Chinese New Year Traditions and Customs in Hong Kong

From Flowers to Family Arguments

Kek Lok Si Temple decorated for Chinese New Year
Inti St. Clair/Photographer's Choice/Getty Images

Chinese New Year in Hong Kong is not unlike Christmas in the west. There is the tradition of giving gifts and feasting on food, as well as the custom of feuding with family members after being shut up inside watching old film reruns for a couple of days.

While the roots of Chinese New Year are in the farmers harvest, these days CNY is a general excuse for celebration between family and friends. People spend their days on a regimental timetable of family visits, spruced up by the myriad of events and celebrations held around the city. Below are some of the main Chinese New Year traditions and customs in Hong Kong.

Shopping shutdown

Possibly the only time of the year that Hong Kong’s shops bring down their shutters, Chinese New year can play havoc with tourist itineraries, as much of the city goes into shutdown.

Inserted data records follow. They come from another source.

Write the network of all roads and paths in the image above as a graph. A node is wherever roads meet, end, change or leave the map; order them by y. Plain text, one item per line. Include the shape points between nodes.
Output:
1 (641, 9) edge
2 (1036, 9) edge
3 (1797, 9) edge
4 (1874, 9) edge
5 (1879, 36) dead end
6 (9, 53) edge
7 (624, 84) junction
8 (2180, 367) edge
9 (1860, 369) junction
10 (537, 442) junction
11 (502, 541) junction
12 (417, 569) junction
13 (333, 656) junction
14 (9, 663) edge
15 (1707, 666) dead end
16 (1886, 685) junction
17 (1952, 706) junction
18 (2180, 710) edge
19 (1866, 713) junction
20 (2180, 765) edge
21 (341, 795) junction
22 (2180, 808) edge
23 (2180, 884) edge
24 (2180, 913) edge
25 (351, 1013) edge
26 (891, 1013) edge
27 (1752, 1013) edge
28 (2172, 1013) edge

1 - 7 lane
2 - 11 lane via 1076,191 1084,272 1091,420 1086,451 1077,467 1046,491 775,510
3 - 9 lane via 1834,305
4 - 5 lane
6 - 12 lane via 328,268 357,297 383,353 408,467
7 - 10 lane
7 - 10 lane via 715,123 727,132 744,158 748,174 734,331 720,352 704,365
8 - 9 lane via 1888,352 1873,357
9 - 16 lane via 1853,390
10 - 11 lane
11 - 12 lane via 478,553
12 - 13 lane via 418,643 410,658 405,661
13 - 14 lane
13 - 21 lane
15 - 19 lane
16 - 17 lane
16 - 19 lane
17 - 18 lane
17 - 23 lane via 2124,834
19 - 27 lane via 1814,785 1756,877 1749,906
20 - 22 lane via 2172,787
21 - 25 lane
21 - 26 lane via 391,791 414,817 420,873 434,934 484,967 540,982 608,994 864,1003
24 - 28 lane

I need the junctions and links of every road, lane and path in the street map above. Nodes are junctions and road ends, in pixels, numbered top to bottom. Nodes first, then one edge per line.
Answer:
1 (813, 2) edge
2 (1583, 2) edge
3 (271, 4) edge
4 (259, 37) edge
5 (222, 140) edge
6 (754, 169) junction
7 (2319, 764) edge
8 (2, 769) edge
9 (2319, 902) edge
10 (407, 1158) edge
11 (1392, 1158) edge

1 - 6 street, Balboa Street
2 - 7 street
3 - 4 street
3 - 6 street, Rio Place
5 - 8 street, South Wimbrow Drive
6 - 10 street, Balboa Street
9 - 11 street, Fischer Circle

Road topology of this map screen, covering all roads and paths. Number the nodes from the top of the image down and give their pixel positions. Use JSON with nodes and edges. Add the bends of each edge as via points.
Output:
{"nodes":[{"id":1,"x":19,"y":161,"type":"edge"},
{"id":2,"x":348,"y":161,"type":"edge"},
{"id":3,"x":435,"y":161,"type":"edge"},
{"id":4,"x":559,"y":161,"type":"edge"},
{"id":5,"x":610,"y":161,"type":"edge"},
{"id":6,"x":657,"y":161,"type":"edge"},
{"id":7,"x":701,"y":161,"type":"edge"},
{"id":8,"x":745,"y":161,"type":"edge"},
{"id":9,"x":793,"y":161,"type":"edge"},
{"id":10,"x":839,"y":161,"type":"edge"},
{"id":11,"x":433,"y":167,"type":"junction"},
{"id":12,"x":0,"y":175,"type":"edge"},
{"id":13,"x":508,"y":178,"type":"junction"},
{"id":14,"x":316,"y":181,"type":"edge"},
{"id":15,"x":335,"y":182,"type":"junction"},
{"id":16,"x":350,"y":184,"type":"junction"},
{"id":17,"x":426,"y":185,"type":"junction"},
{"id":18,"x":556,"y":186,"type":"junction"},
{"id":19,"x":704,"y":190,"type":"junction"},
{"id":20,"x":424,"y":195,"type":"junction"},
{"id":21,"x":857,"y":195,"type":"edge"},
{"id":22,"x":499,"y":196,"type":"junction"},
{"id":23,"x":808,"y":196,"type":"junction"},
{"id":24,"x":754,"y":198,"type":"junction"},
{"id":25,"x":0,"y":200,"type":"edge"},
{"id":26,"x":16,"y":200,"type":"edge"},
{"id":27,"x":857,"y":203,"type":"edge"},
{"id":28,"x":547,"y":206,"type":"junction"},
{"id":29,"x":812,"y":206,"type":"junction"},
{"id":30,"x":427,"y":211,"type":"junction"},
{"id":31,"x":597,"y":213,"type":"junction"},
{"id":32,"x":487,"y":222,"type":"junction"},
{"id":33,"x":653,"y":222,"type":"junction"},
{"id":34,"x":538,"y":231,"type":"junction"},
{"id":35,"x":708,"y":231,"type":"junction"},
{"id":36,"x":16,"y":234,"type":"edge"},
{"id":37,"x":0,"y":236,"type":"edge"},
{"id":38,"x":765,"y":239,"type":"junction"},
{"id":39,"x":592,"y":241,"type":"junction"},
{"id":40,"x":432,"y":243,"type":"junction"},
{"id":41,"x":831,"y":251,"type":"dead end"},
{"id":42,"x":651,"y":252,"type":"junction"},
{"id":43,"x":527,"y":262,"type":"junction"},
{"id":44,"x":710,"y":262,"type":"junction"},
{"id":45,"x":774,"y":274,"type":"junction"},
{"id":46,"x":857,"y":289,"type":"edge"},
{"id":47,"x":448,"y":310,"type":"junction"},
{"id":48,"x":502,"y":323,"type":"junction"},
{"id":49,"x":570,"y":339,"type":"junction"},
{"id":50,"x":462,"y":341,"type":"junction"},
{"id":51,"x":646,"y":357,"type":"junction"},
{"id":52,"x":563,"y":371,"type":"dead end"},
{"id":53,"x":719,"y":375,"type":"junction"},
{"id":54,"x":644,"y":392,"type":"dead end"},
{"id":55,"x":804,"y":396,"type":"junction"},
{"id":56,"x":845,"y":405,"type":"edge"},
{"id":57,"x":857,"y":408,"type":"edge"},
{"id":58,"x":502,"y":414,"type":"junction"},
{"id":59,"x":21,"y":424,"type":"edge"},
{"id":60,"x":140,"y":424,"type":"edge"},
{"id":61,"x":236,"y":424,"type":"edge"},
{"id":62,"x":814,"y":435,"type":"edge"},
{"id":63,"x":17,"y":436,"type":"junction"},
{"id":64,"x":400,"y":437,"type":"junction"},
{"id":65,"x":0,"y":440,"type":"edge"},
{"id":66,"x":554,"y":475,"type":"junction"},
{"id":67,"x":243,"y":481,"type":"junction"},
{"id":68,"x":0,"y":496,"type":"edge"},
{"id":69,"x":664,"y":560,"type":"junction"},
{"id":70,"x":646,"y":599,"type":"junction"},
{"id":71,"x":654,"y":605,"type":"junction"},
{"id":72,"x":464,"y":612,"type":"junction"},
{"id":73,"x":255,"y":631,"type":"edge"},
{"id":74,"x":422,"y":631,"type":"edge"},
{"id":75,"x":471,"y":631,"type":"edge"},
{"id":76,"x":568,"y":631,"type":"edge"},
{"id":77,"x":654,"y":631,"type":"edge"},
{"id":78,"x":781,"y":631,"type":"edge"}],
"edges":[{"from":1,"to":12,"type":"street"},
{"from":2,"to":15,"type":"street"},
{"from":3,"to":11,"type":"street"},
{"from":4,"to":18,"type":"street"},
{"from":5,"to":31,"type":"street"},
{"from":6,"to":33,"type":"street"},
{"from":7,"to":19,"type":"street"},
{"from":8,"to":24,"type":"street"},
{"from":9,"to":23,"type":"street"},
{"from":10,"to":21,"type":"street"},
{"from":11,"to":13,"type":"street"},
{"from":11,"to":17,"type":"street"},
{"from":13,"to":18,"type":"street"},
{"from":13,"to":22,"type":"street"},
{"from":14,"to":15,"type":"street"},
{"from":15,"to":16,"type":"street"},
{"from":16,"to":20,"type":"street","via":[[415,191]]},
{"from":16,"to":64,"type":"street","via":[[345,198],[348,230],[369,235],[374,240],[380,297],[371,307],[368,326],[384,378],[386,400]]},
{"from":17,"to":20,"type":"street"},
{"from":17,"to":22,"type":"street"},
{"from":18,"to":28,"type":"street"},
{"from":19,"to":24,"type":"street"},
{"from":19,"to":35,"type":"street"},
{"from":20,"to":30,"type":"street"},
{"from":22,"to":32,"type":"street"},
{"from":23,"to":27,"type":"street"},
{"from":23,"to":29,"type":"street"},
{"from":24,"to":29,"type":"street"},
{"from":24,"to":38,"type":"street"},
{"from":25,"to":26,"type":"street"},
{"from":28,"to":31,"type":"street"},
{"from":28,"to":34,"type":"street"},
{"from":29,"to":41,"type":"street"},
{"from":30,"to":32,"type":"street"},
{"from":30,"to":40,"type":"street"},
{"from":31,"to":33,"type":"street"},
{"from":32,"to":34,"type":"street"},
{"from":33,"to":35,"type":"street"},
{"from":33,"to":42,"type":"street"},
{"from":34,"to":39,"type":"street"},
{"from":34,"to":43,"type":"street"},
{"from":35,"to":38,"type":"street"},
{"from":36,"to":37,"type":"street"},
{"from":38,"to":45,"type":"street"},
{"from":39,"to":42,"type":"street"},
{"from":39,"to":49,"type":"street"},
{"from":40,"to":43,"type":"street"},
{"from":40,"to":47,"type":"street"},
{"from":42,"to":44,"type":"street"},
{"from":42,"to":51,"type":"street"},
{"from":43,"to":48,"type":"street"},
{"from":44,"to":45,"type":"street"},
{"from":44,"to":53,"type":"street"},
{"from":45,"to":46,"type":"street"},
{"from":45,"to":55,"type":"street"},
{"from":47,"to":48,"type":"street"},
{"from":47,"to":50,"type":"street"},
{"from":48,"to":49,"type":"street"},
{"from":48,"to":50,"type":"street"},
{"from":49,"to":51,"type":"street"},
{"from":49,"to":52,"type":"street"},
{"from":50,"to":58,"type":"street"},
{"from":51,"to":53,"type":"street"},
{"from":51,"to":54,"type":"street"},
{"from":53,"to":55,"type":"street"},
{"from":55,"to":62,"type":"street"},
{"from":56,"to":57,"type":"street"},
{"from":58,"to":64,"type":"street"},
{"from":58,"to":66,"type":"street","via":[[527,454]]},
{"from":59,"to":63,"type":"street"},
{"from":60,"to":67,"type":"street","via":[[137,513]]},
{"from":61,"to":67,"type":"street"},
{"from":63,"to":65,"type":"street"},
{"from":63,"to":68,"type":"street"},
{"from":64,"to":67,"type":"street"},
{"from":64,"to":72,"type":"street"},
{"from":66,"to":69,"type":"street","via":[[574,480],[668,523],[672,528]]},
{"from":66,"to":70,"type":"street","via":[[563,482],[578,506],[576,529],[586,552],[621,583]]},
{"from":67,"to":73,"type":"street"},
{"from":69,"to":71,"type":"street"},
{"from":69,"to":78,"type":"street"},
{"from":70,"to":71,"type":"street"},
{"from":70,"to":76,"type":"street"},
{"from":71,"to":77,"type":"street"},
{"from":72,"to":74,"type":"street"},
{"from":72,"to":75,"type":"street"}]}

During the official holidays for Lunar New Year, most shops are shut for the first two days. Many independent retailers will close their doors for the full week. Restaurants, bars, and clubs will be open and busy, as businesses look to snap up the tourist and expat trade. Most major tourist attractions will only close for the first day of Chinese New Year, while the city will also be home to a buffet selection of top-class events.

Those traveling to China should be forewarned that Chinese New Year witnesses the world’s largest human migration and it will be nigh on impossible to get a seat on planes, trains or automobiles in the country. Outside major cities, the country will resemble a ghost town for a full week.

Worshipers at Wong Tai Sin Temple in Hong Kong during the Chinese New Year
Kevin Fleming/Corbis/VCG/Getty Images

City in flower

Hong Kong is perpetually doused in a riot of color, however, with the onset of Chinese New Year the city is decorated in a fresh coat of red, gold and green. From skyscraper-sized neon signs to the red ribbons draped throughout the streets, the brightest and best colors come from Hong Kong’s flower markets.

The big day for the flower market is Chinese New Year’s Eve when the city’s biggest flower market at Victoria Park will be swarming with people looking to pick up prize bouquets. The flowers are said to give good luck and are given when visiting family for the traditional New Years Eve feast of chicken and fish.

In 2019, the Victoria Park flower market will run from January 30 to February 4, from 12 noon to midnight; on New Year Eve (February 5), the market runs from midnight to 6am.

Temple time

One of the more solemn duties of the Chinese New Year celebrations is for families to drop into their local temples.

Tradition holds that the first three days of the New Year are the best time to visit temples, ideal for currying favor with the deities inside and bring luck for the year ahead. Traditionally families pop into the temple on the mornings of the first and second days of CNY.

Even if you don’t want to bag some luck for the year to come, Hong Kong’s temples are one of the best places to see Chinese New Year in action. The intense mixture of noise, smells and sights is intoxicating, and without formal services, people are free to come in and look around. You should, however, be sensitive to photographing worshippers.

Lai see red packets
 Andrew Watson/Getty Images

Packet Presents

Chinese New year sees the city go into a frenzy of present giving, from workers receiving their bonuses to the handing out of Hong Kong’s iconic Lai See packets. If you’re staying at a hotel for a prolonged time, or eating repeatedly at the same restaurant, your waiter and doorman would certainly appreciate some Lai See, otherwise, you won’t need to get involved.

Find out what Lai See is and how to give it in this Guide to Hong Kong Lai See.

Meet the Family

Hong Kongers spend the first two days of New Year to see relatives. Traditionally, folks spend the first day visiting paternal relatives, and the second visiting relatives on their mother’s side. On both days, you’ll see whole families out and about in their newest clothes, resplendent in traditional New Year colors like red and gold.

Day three of Chinese New Year is not the day to see the in-laws. Known as “red mouth” day, it's said that any encounters with family will be rewarded with bar room brawls and arguments.

A better alternative for the third day – one that many Hong Kongers take – is to try their luck at Sha Tin Racecourse, where the Hong Kong Jockey Club holds the year’s biggest equestrian party during Chinese New Year. The winning horses take home the Chinese New Year Cup.